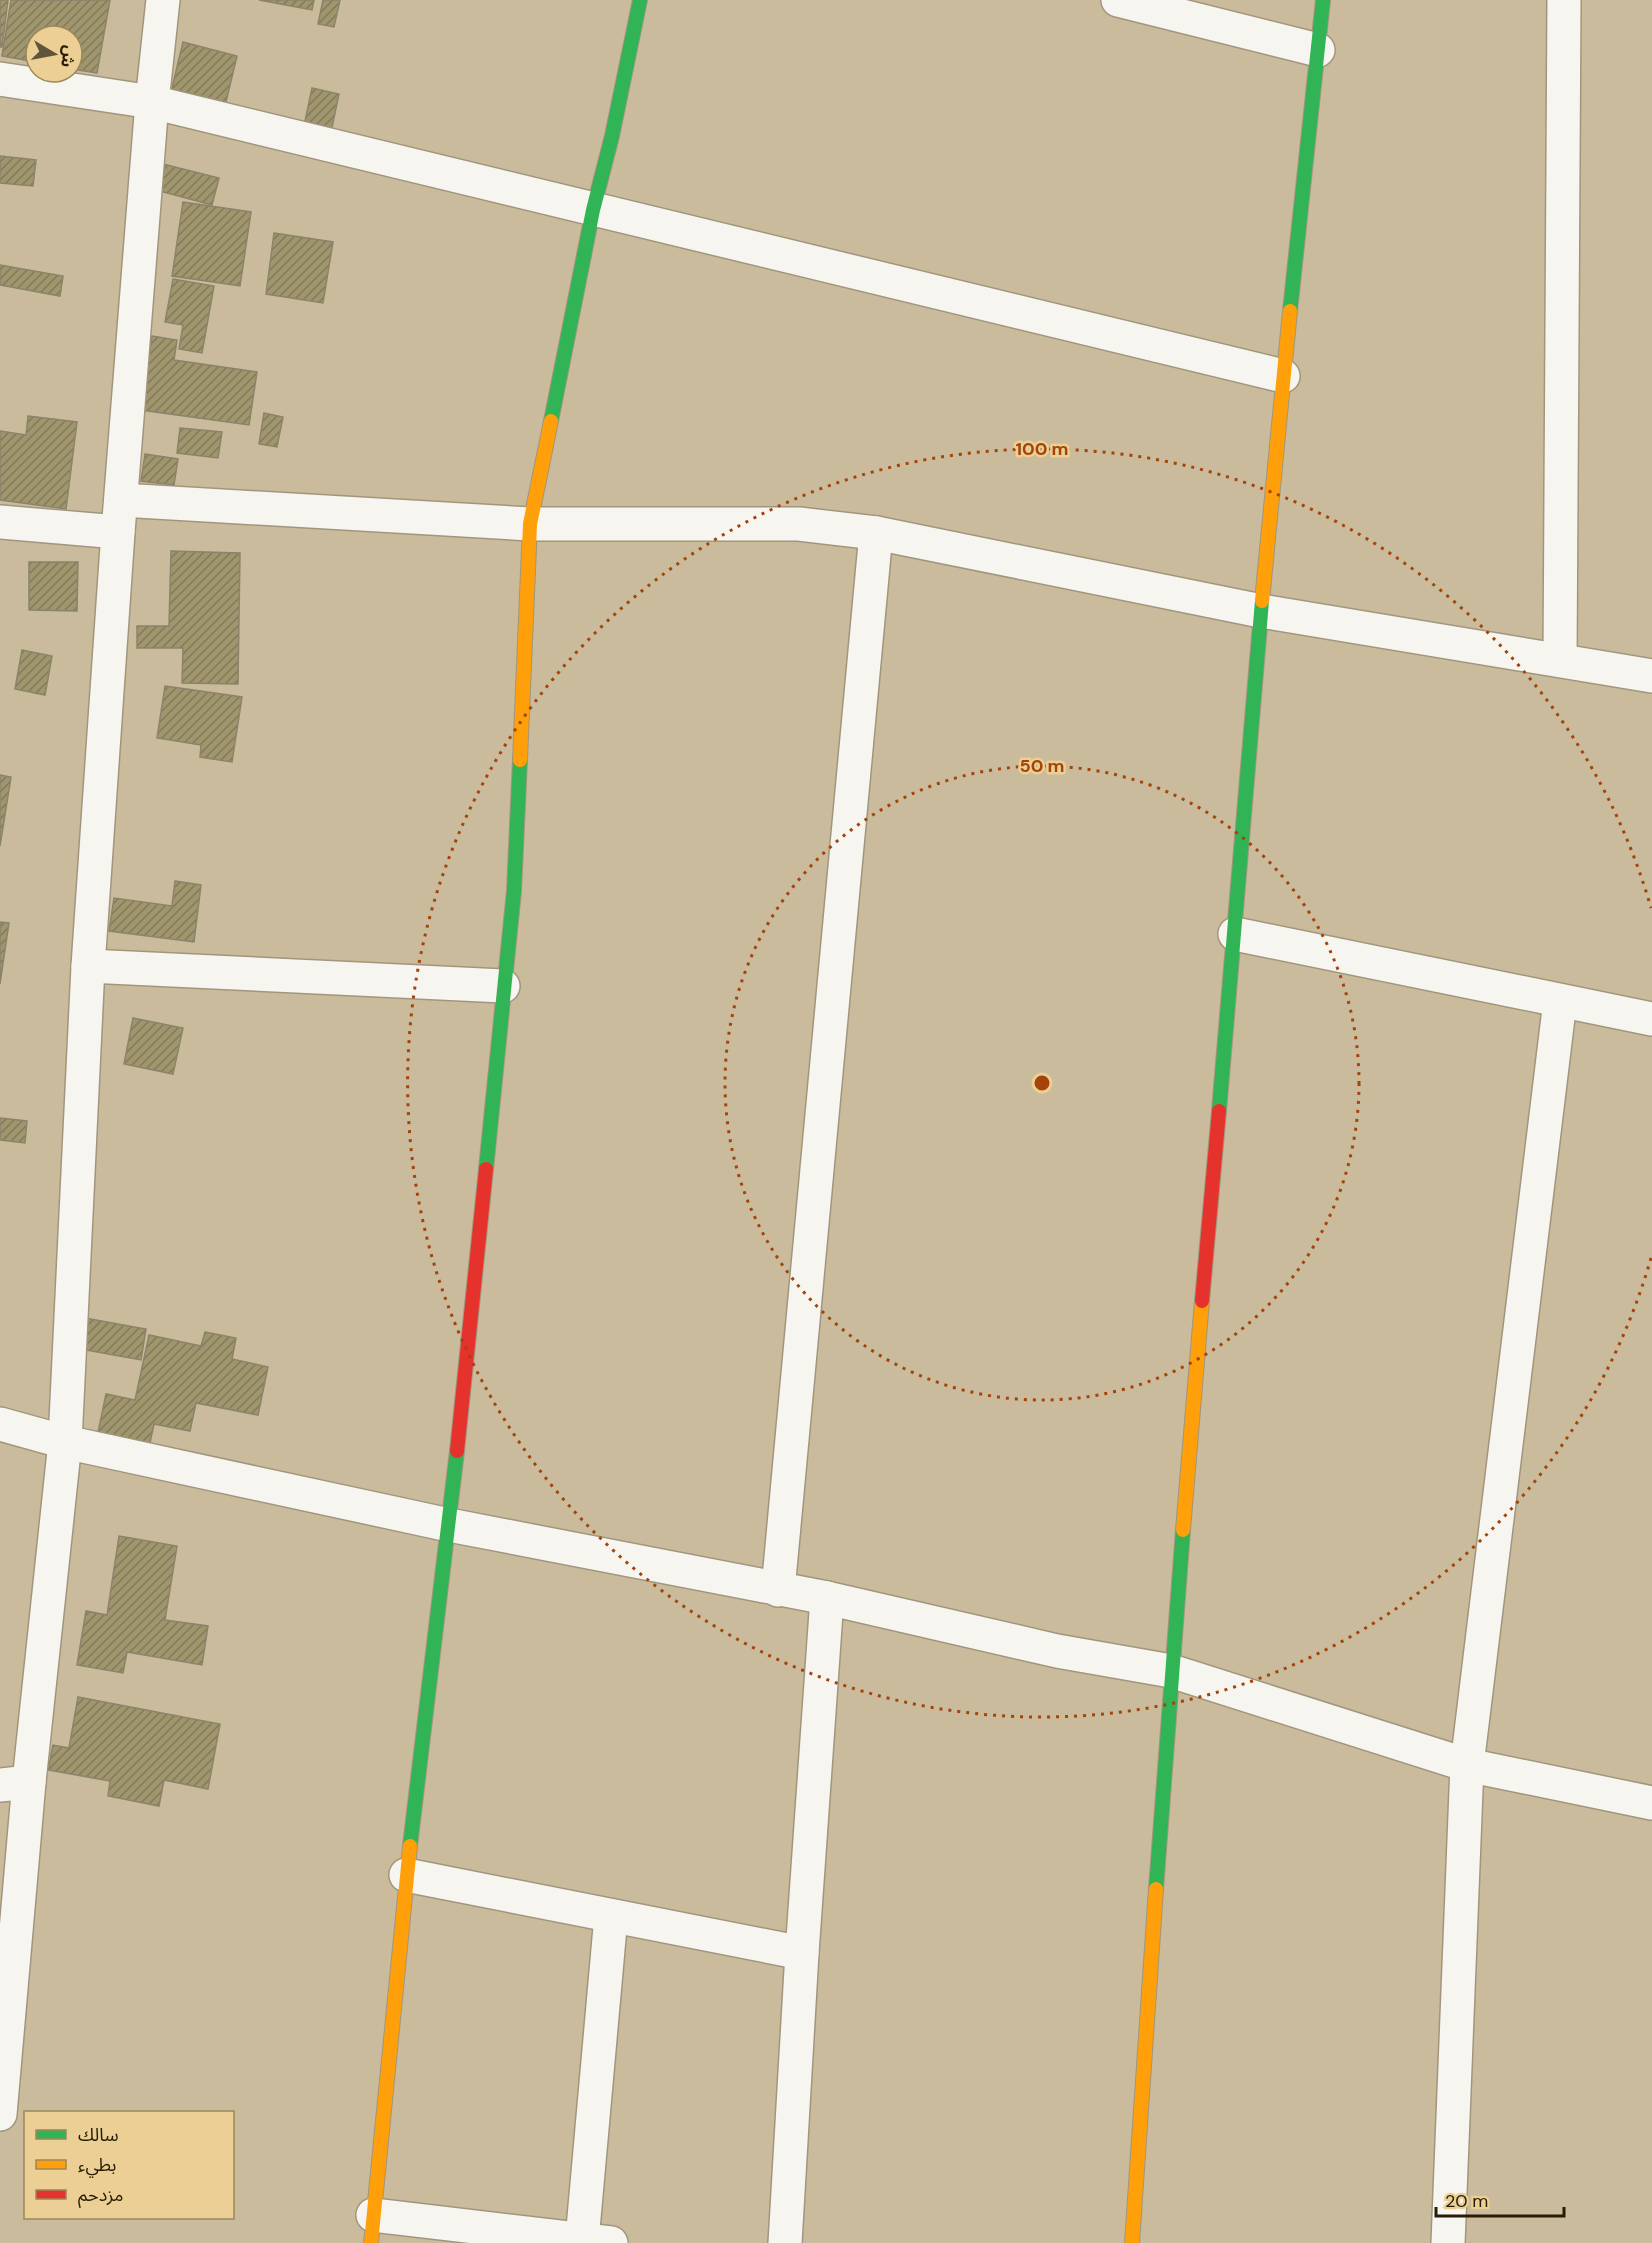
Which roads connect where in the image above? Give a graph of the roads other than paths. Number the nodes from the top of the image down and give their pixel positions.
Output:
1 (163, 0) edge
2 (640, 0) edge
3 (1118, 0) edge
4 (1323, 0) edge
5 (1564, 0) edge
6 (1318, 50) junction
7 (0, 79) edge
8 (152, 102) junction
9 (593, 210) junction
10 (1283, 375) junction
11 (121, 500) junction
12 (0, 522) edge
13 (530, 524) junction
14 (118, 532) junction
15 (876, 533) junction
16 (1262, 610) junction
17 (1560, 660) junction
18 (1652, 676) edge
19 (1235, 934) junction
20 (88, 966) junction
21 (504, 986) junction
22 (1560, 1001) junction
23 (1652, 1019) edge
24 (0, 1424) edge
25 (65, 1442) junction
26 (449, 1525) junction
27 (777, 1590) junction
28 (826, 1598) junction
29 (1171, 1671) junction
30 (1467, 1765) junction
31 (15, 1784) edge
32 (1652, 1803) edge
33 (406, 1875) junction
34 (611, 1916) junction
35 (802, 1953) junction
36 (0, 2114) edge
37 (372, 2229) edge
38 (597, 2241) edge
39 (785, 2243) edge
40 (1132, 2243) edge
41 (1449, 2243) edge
----------------------------------------
▶ **Exercise objective**
Pictures are not part of the copy. Return every record exactly.

▶ **Task response**
Which roads connect where in the image above? Give a graph of the roads other than paths. Number the nodes from the top of the image down and give their pixel positions.
Output:
1 (163, 0) edge
2 (640, 0) edge
3 (1118, 0) edge
4 (1323, 0) edge
5 (1564, 0) edge
6 (1318, 50) junction
7 (0, 79) edge
8 (152, 102) junction
9 (593, 210) junction
10 (1283, 375) junction
11 (121, 500) junction
12 (0, 522) edge
13 (530, 524) junction
14 (118, 532) junction
15 (876, 533) junction
16 (1262, 610) junction
17 (1560, 660) junction
18 (1652, 676) edge
19 (1235, 934) junction
20 (88, 966) junction
21 (504, 986) junction
22 (1560, 1001) junction
23 (1652, 1019) edge
24 (0, 1424) edge
25 (65, 1442) junction
26 (449, 1525) junction
27 (777, 1590) junction
28 (826, 1598) junction
29 (1171, 1671) junction
30 (1467, 1765) junction
31 (15, 1784) edge
32 (1652, 1803) edge
33 (406, 1875) junction
34 (611, 1916) junction
35 (802, 1953) junction
36 (0, 2114) edge
37 (372, 2229) edge
38 (597, 2241) edge
39 (785, 2243) edge
40 (1132, 2243) edge
41 (1449, 2243) edge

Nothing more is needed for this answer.